Looks at new Irish books
The Faceless Ones
By Derek Landy
“The Faceless Ones” is the third book in Derek Landy’s immensely popular “Skulduggery Pleasant” series. Aimed squarely at young people, the mercurial Dublin based author has gone the J.K. Rowling route and crafted a book that will appeal to all comers.
The book really has it all -- murder, mayhem, martial arts and tons of snark. If you’ve read the other two “Skulduggery” books you’ll know what to expect already -- some bad guy wants to bring about the end of the world, and only our intrepid hero can stop him.
Landy’s books succeed because they take their young readers seriously from start to finish. There are some decidedly mature themes and plot points at work in this tale, and the author explores them delicately.

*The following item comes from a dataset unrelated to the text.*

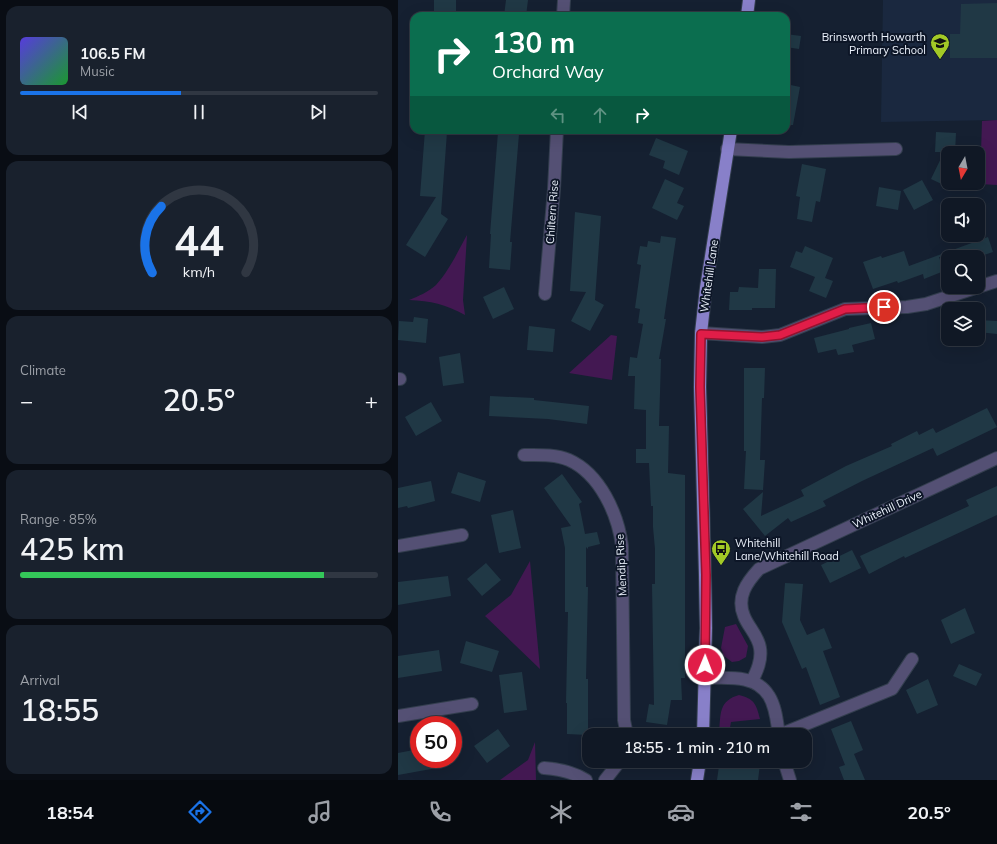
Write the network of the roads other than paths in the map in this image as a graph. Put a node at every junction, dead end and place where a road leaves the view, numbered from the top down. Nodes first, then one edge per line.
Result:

It helps that he’s a gifted writer too, because these well written adventures have more real magic and menace than all seven years at Harry Potter’s Hogwarts school combined.
Harper Collins $16.99.
Edited by Morris Beja and Anne Fogarty
June 16, 2004 was the 100-year anniversary of Bloomsday, the day that James Joyce’s fictional hero takes a walk around Dublin. The event was marked by the 2004 Bloomsday Symposium, where world-renowned scholars discussed Joyce’s seminal work and this volume contains the best, most provocative essays from that conference.
Joyce himself accurately predicted that his works would puzzle scholars for centuries, and this collection supports his claim. The diversity of topics covered includes military history, 19th century psychology, Catholic theology and the influence of early film.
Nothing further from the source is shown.